Saturday, September 14, 2013

Raising the Stakes: When Defence Contractors Suck at Math

Lockheed Martin may be getting nervous about Canada's review of the next fighter purchase.  The company has indicated that $10.5 billion of potential work for Canadian companies would disappear if the Canadians didn't buy the plane.  Oh my gosh, let's run out and confirm that we are buying this plane right now, or they might then kill the hostage!!!

Or not.  First, let's do some simple math: $10.5 billion over 40 years is about $250 million a year.  Which is not peanuts, but in defense spending terms, it is not that huge of a deal,

Second,  there are heaps of budgetary consequences if the government buys the F-35.  This Lockheed Martin calculation ignores "opportunity costs" as the money that might be saved by the government can then be spent elsewhere if the F-35 turns out to be way, way more expensive than the alternatives.  Indeed, the government could just spend $250 million a year for the next 40 years on industrial policy and not buy the plane, and it might just be better for the Canadian economy.  Or not.

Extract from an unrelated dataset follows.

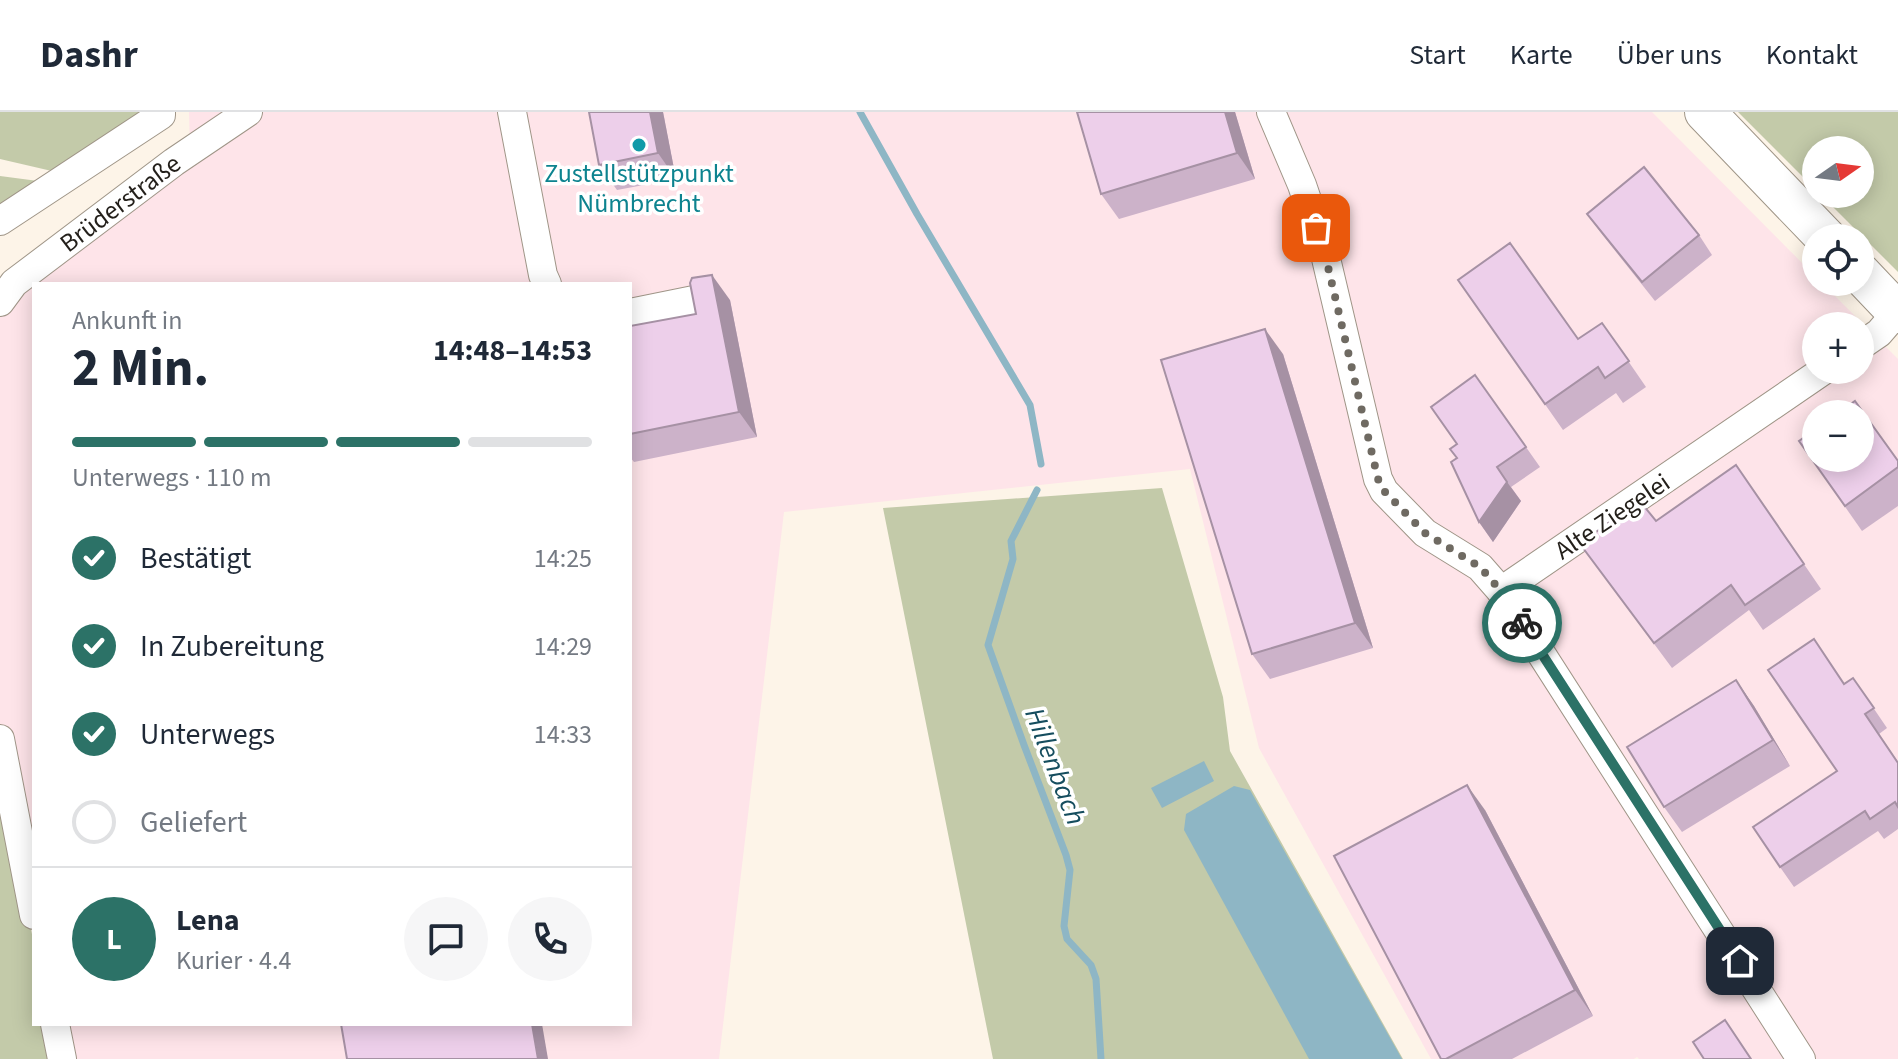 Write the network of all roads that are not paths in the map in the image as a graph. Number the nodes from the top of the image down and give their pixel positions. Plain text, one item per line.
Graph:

Third, this "threat" ignores the reality that if Canada purchases a different plane, that company will almost certainly be spending some money on Canadian co-production.  Indeed, I am pretty sure it is one of the sets of factors being included in the decision process, especially with this government suddenly looking at defence spending as industrial policy.

So, this effort at blackmail reminding the Canadians what they might lose by choosing another plane is very lame.  I am beginning to understand why so many defence programs have over-runs--these guys suck at math.